The Squirrel: Garden Menace, Military Strategist

We now know what we’ve suspected all along: We humans are no match for our garden foe, the squirrel.

The squirrel is wily, devious, clever and fast on its paws. This creature is also a master of deceptive tactics. The brainiacs at Georgia Institute of Technology made this discovery and are busy analyzing squirrels with the intent of using certain aspects of their behavior in the design of military robots. Good for them. It’s about time someone stopped throwing sticks and rocks at squirrels, shrieking and cursing at them, and devising ways to trap and kill them. Squirrels are finally getting the recognition and respect they deserve.

Professor Ronald Arkin and his team at Georgia Tech’s school of interactive computing identified particular squirrel behaviors that are singularly useful in the strategic art of deception. One of these behaviors involves the squirrel’s habit of hiding their nut supplies.

What do squirrels do to prevent other squirrels from stealing their nut stash? Well, according to Arkin, they dig a hundred little holes in your vegetable and flower garden to distract other squirrels from finding the real nut stash. You’ve seen those empty depressions in your yard next to the bulbs and seeds you planted, right? You know that squirrels watch you while you stand there and curse, don’t you?

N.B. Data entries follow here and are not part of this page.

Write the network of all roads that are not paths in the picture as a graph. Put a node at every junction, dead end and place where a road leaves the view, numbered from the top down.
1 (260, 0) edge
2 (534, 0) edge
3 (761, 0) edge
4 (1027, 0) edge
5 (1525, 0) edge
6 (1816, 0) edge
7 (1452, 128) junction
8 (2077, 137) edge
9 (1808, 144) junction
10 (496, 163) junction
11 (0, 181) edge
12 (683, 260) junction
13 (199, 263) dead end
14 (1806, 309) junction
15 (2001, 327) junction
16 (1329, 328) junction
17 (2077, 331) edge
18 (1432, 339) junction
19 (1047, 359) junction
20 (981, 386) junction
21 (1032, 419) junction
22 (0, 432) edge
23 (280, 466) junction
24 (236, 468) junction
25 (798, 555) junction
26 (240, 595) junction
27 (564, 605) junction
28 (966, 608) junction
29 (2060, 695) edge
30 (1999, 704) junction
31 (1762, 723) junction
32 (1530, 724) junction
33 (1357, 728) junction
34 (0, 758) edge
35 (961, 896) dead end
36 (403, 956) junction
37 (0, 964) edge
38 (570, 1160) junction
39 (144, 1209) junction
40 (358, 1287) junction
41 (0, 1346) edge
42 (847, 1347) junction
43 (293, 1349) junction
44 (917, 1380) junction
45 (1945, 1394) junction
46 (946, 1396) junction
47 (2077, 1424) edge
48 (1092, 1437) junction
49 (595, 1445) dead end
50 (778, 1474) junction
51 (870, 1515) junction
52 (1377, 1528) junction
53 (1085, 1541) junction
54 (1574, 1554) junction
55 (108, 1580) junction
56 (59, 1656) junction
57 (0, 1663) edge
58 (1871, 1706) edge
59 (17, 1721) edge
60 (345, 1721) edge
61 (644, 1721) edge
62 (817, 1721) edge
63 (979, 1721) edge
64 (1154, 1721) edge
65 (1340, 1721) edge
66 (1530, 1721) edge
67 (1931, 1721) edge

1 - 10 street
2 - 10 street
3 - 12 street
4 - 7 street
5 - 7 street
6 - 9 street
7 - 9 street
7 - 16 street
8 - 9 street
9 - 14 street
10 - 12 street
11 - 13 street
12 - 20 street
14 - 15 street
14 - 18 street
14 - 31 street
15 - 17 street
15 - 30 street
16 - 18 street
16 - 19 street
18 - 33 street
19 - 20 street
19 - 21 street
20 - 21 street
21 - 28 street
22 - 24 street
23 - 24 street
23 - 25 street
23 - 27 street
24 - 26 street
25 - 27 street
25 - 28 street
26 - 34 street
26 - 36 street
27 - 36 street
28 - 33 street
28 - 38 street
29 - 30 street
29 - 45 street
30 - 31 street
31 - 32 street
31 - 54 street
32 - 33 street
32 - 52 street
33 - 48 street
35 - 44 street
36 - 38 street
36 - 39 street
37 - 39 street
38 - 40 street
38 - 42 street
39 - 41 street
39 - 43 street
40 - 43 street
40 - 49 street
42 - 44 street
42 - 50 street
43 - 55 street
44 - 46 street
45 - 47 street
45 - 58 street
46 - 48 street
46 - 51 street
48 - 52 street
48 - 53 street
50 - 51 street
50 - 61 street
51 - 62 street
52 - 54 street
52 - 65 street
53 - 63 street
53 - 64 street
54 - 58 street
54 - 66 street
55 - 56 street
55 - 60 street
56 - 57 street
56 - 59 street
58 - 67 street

Anyway, Arkin and his team decided to build this technique into their robot. They’ll create a ‘predator’ robot that will visit fake ammunition locations, thereby protecting the actual stores. Brilliant.

You think I'm hiding a nut here, don't you?

You think I’m hiding a nut here, don’t you?

The article I read didn’t mention other instances of borrowing squirrel behaviors in the design of their robots. So, I’ll provide a few others.

Driving Your Enemy Insane
Squirrels, of course, are the experts of this technique. If you have dogs (if you don’t, get some), you’ve most likely watched them race up and down the fence in your yard chasing a squirrel who seems to have unlimited energy and time to do the same. Or, you’ve seen the squirrels who manage to stay just out of jaw reach, chittering and chattering at the poor, stupid beast who keeps throwing itself at the tree trunk.

Yoohoo! Hey, there, you mangy cur!

Yoohoo! Hey, there, you mangy cur!

It’s a small leap from there to design a robot that races up and down the terrain while the enemy’s vehicles burn up a full tank of gas. Meanwhile, the real robot is somewhere else, blowing up their headquarters. But I guarantee you, the enemy’s soldiers, sitting in that vehicle, will have been driven insane long before then.

Stealth Nut Bombing
You’ve experienced this; I know you have. You’re walking along the sidewalk, minding your own business and, BAM! An acorn pierces your noggin. You look up and see nothing. Nothing.

Stop attributing the incident to gravity, folks. Don’t be so trusting. Somewhere in that tree you just passed under, perches a squirrel, camouflaged by the branches. And it knows exactly when to hurl the nut at your head.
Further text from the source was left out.